_Data records_:

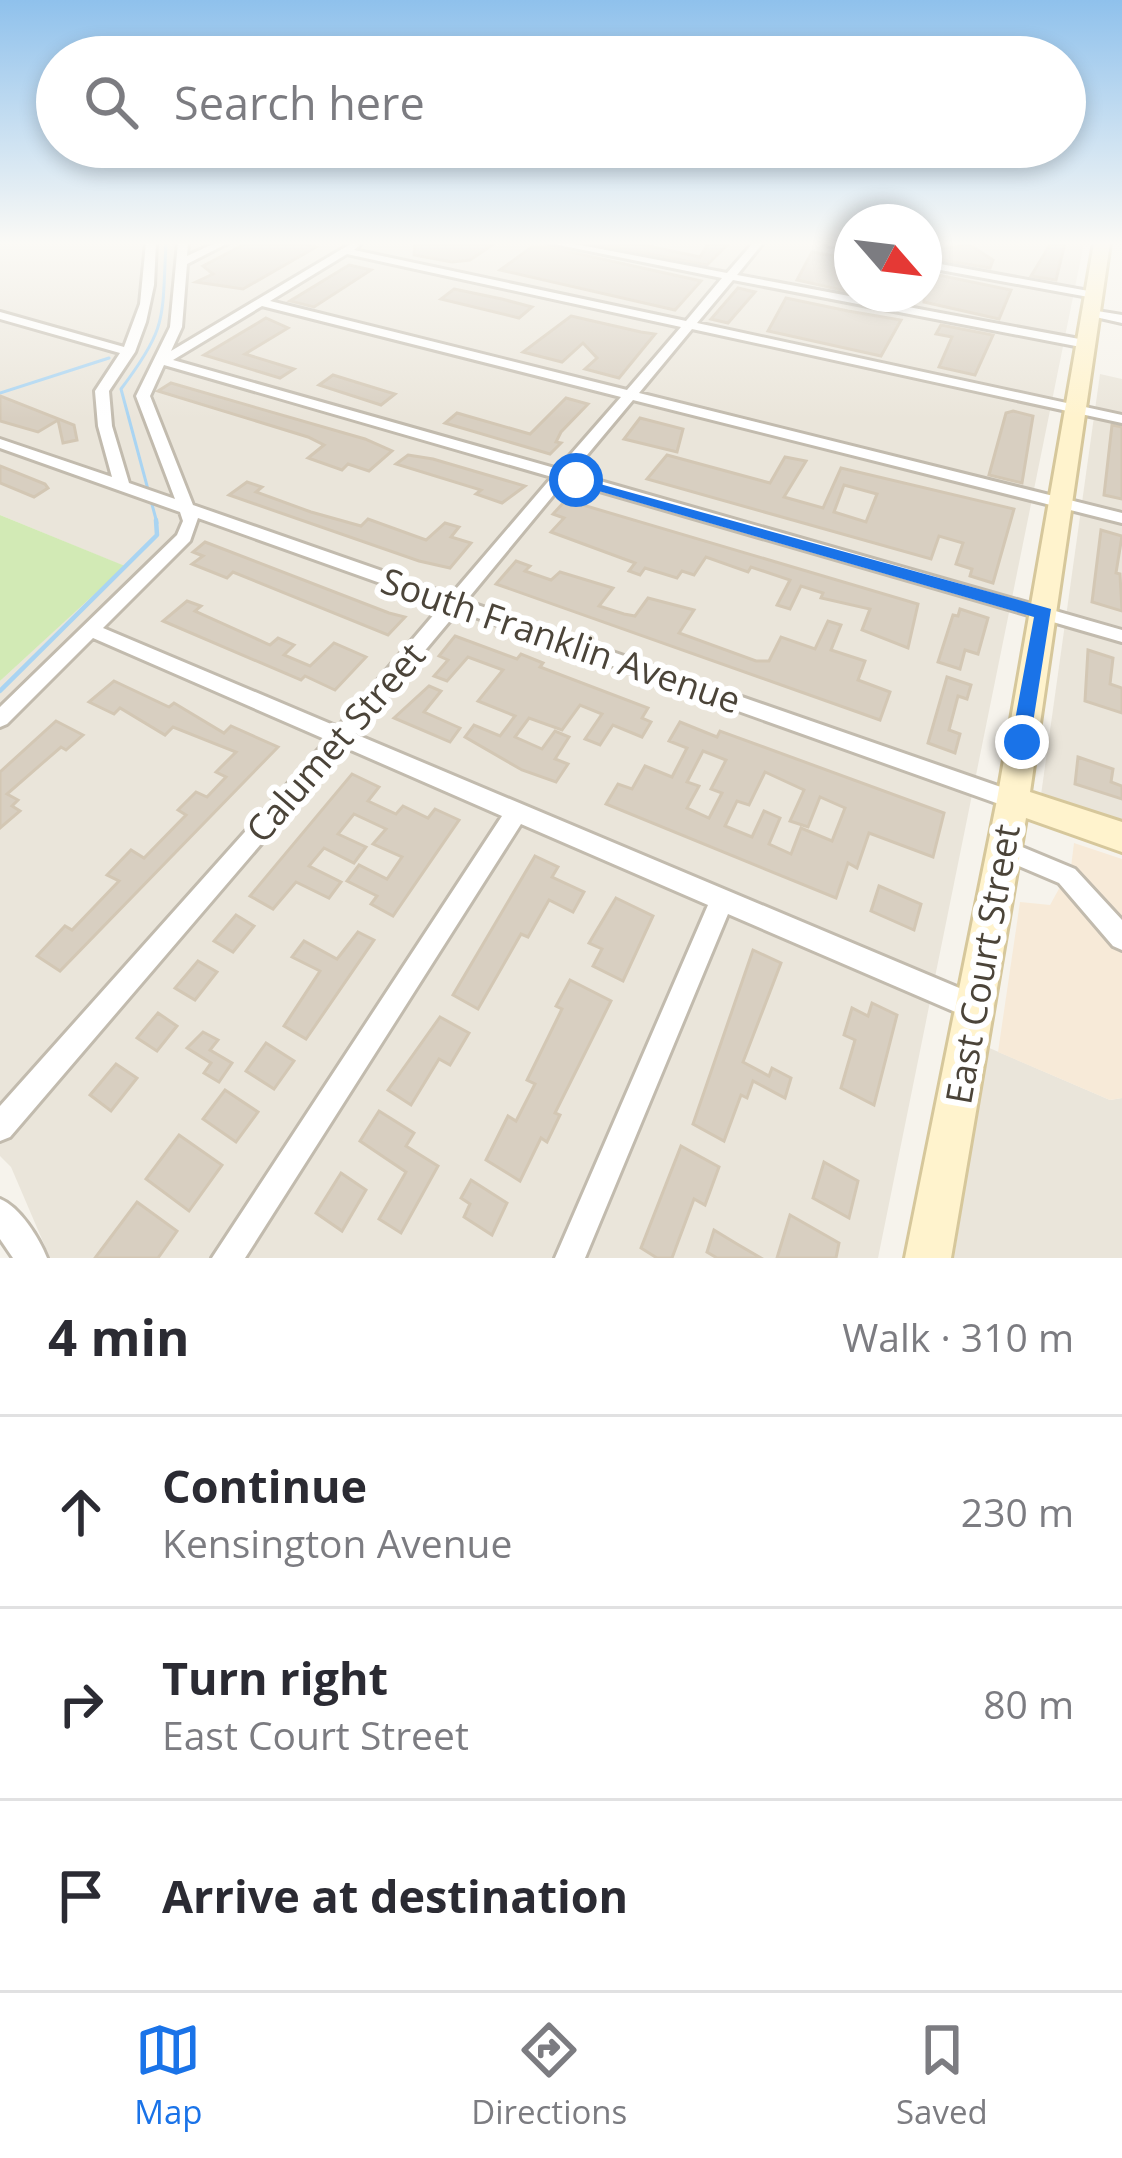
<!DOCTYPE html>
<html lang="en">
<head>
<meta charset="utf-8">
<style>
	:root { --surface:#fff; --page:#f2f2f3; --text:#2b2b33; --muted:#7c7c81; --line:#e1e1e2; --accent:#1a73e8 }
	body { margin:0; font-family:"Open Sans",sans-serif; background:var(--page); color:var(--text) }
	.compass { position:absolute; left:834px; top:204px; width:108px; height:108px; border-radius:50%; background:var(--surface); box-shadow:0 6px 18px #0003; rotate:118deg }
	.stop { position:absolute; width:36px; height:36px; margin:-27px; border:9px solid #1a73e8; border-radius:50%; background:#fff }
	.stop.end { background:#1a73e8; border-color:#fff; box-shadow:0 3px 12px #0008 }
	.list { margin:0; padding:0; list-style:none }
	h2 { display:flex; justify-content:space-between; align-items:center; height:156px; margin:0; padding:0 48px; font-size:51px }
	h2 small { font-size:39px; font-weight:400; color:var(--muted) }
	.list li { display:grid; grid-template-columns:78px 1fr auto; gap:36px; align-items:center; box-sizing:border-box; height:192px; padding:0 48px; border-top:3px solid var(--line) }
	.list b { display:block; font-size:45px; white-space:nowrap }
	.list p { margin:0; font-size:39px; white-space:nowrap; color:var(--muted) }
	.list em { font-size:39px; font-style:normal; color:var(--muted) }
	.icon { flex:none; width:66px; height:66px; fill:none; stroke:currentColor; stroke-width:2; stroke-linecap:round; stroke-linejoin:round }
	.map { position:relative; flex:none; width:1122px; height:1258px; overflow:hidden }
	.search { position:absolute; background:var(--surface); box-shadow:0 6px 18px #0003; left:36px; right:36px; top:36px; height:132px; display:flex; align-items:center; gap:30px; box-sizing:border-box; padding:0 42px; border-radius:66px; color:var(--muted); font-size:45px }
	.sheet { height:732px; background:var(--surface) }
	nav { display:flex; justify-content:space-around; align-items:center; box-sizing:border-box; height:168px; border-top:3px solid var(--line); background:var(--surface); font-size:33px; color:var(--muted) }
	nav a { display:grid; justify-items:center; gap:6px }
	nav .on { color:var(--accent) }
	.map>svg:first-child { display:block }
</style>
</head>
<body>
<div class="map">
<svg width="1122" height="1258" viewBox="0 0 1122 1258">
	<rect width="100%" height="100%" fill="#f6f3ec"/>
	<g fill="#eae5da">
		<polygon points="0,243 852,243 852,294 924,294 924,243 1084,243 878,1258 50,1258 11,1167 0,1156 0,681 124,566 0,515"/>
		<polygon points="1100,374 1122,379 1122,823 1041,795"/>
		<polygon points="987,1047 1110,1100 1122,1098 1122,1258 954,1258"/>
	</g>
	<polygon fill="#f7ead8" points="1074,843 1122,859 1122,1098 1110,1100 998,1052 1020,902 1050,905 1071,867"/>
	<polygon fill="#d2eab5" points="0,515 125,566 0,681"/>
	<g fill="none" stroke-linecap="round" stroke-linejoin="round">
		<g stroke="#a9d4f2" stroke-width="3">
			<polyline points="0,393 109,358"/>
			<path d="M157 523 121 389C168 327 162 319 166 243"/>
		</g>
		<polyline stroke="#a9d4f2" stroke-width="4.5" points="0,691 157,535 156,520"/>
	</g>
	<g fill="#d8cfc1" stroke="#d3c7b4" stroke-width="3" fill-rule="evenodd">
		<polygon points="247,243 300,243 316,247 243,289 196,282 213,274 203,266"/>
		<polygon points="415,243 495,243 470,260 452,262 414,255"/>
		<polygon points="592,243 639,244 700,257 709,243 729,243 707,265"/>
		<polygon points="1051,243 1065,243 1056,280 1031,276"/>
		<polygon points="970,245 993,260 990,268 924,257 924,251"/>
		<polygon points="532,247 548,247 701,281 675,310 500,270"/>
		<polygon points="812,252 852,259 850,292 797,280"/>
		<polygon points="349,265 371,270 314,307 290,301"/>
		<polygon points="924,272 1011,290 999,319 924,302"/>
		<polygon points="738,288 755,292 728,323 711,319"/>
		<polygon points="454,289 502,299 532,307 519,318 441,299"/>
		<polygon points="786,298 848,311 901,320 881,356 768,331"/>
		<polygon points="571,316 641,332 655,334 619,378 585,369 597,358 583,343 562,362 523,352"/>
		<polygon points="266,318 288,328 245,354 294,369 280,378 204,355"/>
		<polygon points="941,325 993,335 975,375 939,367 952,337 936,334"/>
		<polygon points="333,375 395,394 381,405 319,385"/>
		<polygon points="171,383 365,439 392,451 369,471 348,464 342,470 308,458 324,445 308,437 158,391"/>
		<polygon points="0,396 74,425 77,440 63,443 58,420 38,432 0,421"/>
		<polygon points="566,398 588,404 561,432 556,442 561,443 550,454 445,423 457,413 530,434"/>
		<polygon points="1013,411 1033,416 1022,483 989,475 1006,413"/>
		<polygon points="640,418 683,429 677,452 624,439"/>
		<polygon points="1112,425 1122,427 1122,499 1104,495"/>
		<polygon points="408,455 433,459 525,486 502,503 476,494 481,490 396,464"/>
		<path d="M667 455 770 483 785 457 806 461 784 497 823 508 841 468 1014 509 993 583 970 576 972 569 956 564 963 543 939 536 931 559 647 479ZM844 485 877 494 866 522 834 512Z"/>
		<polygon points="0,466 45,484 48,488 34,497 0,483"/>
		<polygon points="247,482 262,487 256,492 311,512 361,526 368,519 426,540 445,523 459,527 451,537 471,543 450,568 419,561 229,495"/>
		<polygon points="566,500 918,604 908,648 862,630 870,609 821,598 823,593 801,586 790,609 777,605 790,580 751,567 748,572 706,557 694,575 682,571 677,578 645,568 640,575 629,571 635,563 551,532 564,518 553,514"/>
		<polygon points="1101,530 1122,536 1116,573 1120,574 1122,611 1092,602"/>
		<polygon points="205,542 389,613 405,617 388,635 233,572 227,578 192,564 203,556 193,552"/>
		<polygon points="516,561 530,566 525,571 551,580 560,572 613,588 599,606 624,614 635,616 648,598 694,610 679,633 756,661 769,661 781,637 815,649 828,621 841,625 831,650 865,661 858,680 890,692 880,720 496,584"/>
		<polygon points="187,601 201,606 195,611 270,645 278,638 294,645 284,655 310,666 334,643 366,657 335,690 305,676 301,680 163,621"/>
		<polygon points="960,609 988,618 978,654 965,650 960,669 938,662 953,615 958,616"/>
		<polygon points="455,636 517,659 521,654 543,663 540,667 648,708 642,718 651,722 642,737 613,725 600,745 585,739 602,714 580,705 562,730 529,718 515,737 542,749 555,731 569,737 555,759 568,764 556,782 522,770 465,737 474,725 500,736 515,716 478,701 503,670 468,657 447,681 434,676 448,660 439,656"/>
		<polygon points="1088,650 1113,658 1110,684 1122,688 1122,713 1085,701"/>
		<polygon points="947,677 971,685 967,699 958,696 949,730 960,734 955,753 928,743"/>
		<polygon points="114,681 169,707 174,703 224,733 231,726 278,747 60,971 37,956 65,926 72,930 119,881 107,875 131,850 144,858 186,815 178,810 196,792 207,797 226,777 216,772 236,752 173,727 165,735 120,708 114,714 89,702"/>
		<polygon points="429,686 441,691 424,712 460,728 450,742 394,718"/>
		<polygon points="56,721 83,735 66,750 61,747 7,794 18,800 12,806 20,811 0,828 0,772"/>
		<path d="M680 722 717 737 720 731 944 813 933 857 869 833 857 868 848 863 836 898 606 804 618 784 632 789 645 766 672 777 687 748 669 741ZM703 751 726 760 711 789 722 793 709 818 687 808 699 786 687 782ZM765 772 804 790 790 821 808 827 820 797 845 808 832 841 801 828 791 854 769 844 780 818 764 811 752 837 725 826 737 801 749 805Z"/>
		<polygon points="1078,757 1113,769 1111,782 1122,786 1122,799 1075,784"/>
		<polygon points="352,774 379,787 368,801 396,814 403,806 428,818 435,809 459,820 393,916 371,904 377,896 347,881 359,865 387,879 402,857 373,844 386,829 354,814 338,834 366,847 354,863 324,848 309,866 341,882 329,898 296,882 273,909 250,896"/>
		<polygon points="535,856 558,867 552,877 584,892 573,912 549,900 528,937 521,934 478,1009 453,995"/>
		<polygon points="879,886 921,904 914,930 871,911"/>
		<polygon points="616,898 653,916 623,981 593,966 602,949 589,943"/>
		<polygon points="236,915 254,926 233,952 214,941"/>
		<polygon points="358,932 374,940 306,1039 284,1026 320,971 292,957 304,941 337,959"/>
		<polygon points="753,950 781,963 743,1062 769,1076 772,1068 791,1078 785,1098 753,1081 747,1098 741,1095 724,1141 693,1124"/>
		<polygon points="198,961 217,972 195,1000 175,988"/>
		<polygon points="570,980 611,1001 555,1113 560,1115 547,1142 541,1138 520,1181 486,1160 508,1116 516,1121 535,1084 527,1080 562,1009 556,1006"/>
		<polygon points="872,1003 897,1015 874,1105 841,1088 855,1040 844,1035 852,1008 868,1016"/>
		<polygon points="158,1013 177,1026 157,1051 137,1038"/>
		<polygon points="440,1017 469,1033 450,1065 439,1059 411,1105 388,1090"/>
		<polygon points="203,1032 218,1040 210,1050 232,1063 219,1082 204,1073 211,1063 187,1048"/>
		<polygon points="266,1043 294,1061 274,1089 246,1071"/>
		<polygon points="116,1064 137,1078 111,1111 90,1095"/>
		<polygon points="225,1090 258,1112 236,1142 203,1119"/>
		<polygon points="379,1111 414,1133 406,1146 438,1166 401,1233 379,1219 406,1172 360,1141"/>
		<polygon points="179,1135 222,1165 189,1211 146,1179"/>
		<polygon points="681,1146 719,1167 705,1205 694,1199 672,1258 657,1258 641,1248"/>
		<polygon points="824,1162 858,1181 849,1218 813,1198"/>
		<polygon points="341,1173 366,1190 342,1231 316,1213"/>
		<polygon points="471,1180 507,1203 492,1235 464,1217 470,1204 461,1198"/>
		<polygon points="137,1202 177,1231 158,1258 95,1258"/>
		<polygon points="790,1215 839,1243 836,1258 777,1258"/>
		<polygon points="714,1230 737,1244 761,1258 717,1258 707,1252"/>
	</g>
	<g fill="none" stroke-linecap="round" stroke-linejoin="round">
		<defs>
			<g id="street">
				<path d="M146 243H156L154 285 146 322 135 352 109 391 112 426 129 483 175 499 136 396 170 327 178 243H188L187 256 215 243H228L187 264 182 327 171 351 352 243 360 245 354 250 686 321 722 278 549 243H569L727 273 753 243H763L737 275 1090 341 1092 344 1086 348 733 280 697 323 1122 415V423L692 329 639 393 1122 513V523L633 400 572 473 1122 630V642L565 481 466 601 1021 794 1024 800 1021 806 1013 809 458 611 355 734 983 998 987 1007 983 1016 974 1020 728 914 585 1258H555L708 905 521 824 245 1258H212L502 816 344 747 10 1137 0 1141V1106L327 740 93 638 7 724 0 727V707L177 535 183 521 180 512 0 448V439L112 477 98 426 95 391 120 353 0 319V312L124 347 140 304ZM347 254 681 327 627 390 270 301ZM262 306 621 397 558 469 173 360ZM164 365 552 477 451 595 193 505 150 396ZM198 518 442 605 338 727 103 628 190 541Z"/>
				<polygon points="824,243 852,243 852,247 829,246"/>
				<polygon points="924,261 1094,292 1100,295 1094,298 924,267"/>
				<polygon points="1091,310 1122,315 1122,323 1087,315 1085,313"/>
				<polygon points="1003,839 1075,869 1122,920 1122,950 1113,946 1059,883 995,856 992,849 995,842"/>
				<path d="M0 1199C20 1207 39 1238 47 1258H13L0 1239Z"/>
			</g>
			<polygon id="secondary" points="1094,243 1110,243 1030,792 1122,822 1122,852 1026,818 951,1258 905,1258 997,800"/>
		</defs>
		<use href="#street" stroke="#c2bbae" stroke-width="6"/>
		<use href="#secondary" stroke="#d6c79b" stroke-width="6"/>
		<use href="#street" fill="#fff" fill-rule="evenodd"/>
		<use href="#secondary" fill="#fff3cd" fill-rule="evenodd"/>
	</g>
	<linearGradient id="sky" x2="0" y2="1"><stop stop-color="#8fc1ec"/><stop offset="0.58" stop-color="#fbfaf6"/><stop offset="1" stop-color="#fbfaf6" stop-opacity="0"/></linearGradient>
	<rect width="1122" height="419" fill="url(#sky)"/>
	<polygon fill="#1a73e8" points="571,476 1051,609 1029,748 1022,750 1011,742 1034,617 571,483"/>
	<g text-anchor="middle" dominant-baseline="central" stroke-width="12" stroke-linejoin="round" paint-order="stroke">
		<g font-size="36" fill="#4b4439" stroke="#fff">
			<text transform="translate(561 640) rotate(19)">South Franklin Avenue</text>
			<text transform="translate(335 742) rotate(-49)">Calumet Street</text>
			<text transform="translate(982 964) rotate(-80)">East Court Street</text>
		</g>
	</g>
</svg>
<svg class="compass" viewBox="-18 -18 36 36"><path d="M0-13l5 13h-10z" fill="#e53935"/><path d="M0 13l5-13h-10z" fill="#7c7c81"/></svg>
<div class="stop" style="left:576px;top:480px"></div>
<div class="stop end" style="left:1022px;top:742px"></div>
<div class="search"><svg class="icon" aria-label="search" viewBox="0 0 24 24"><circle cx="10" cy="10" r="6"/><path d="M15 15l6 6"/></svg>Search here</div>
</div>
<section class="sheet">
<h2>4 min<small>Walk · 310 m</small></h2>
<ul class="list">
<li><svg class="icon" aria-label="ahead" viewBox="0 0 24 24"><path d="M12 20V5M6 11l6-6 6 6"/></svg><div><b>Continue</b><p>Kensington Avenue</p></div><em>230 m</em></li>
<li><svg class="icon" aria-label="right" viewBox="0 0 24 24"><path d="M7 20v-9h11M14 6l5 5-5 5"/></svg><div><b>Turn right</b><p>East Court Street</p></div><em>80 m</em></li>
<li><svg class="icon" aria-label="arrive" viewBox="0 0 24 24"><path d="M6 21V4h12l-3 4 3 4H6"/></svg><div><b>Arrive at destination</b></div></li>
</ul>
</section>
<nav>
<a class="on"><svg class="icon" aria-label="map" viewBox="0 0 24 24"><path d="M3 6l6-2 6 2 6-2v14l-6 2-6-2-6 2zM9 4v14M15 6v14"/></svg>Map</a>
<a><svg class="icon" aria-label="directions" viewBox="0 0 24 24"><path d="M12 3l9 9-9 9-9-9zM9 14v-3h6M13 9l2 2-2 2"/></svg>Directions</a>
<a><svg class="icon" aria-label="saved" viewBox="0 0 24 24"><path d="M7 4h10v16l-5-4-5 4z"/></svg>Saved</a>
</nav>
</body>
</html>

_What this task involves_: Could you return exactly the stretch of the data above that starts at the line with "margin:0; font-size:39px; white-space:nowrap;" and ends at the line with "flex:none; width:66px; height:66px;", both lines included?

_Task result_:
	.list p { margin:0; font-size:39px; white-space:nowrap; color:var(--muted) }
	.list em { font-size:39px; font-style:normal; color:var(--muted) }
	.icon { flex:none; width:66px; height:66px; fill:none; stroke:currentColor; stroke-width:2; stroke-linecap:round; stroke-linejoin:round }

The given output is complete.